И не потому ли еще пристают с этими дурацкими вопросами к маленьким детям, что в них очень ощутим «некто», еще не выраженный, бессловесный? По мере того как человек взрослеет, разница между ним и «некто» стирается, он становится «кем-то». Жесты и манеры делаются более осознанными, целенаправленными, а душа — более ограниченной рамками своего выражения. Во взрослом есть полное владение собой, совпадение наружного и внутреннего «я», которые сжились, притерлись друг к другу. И потому нелепо спрашивать, кто это сопит и сморкается так громко, кто стучит сапогами, кто надевает пиджак — ясно, что это делает Иван Иванович и никто другой, сомневаться в этом нелепо. Но вот подобным же образом спрашивают детей, и это уже не бессмыслица, а точная догадка: в детях есть этот невоплощенный «кто-то», о ком можно только спрашивать, не предполагая ответа. Есть тот, кто еще чужд всему, глядит издалека, отрешенно — потом он выйдет нам навстречу, станет тем-то и тем-то (в утвердительной форме). Но это будет уже кто-то другой — не тот кто-то, кого мы жадно вопрошаем сейчас, пока он еще не исчез: кто? кто? кто?

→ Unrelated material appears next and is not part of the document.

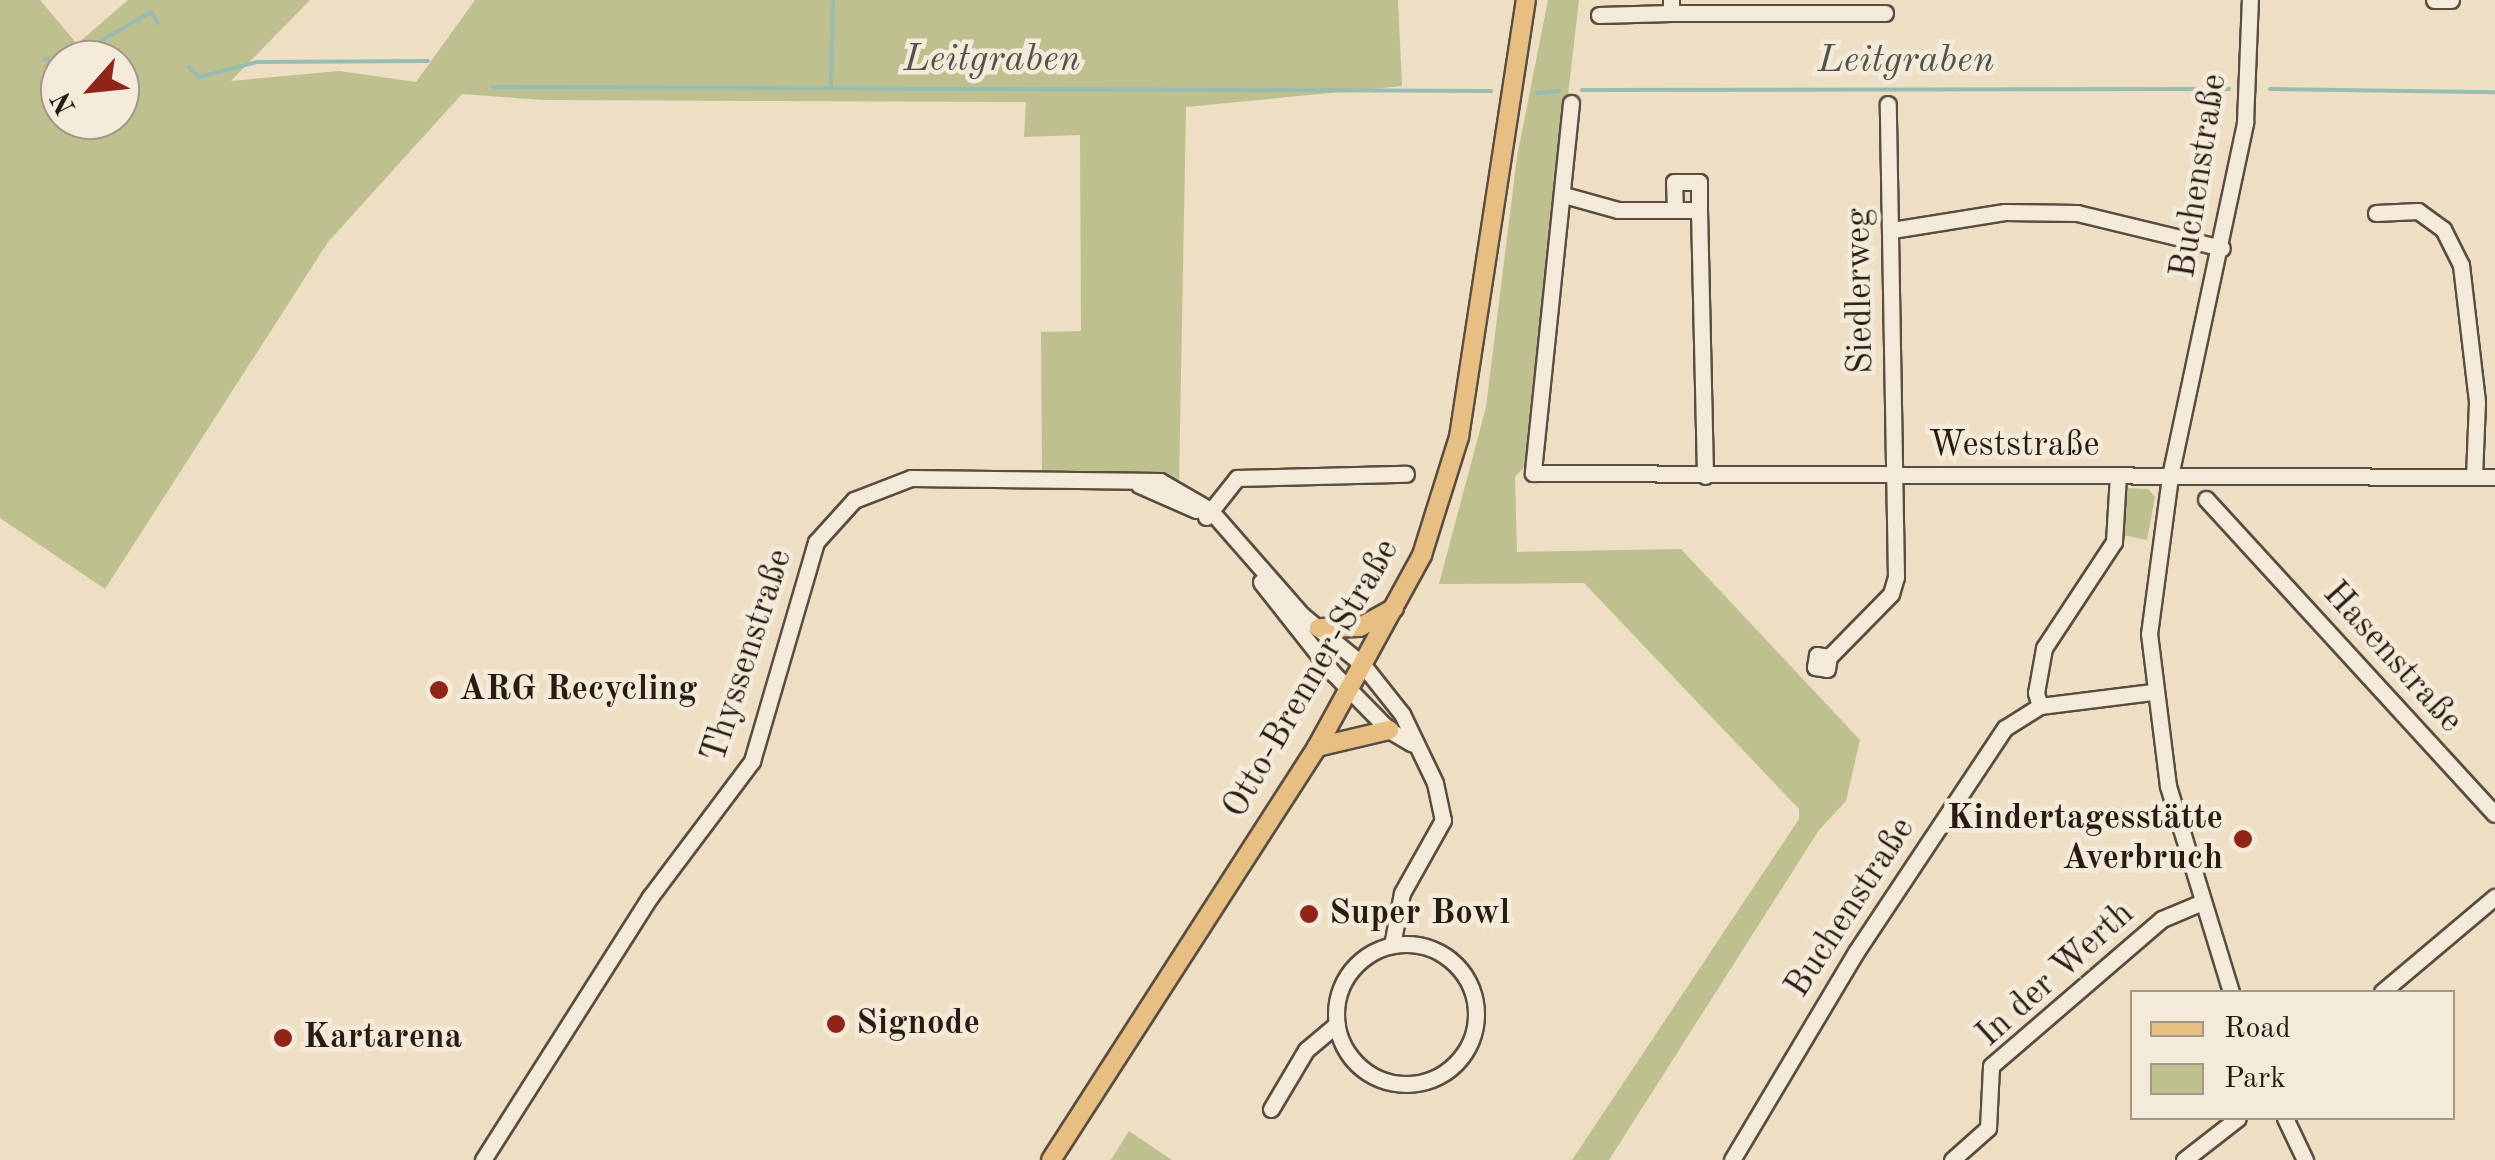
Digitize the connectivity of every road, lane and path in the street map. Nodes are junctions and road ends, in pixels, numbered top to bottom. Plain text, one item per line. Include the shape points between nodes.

Нет, не разгадки мы требуем, мы просто укрепляем в себе сладко-томительное чувство загадки.
Есть в Оле и встречная расположенность к приятию тайны. Уже с трех-четырех месяцев она умиляла меня своим отношением к шепоту: сразу настораживалась и замирала, как только слова произносились тихо, с той бережностью, какой требует хрупкость тайны. Когда я обращаюсь к ней громко, она может и кричать, и руками размахивать, и вовсе не удостаивать меня вниманием; но шепот вызывает в ней мгновенную сосредоточенность, удивительную в столь неуемно-подвижном существе. Не потому ли, что шепот есть самый явный знак прикосновения к чему-то сокровенному? По мере затихания слова вырастает его неслышная смыслонасыщенность, и ребенок бросается на этот звук, как на что-то родное. Может быть, там, откуда он пришел, говорили такими же вот приглушенными голосами или вовсе молчанием?
Эта способность к интимности, к «секретничанью» дается, как я теперь понимаю, врожденно, «оттуда». Нам, привычным к «шуму мирскому», уже не отозваться с такой готовностью на горячий, щекотливый, бессмысленный шепоток. Оля же сразу отключается от всего внешнего, даже шумного и завлекательного: зрачки вперяются в непроявленный смысл, и вся она — сплошная неподвижность и поглощенность важностью тайны.
Легко с тобой, милая, быть заговорщиком! Ты сама еще только-только вышла из подполья, и всякие секреты привлекают тебя благородством и глубиной задачи — всеобщего внестояния, уединения каждого с каждым. Всякое укрывательство и укромность — по нраву тебе.
И вот я остаюсь с тобой один — как бы для исповеди или посвящения. Ты замерла, вслушалась, затаилась. Но что же я могу сказать тебе? Я шепчу: «Маленькая, родная, Олечка» — этого ли ты от меня ждешь? Когда все слова, которыми владею, станут тебе понятны, что смогу я по праву тайны тебе прошептать? Да и есть ли вообще на этом свете слова, достойные того замирания и отдачи, с которыми ты готова их слушать?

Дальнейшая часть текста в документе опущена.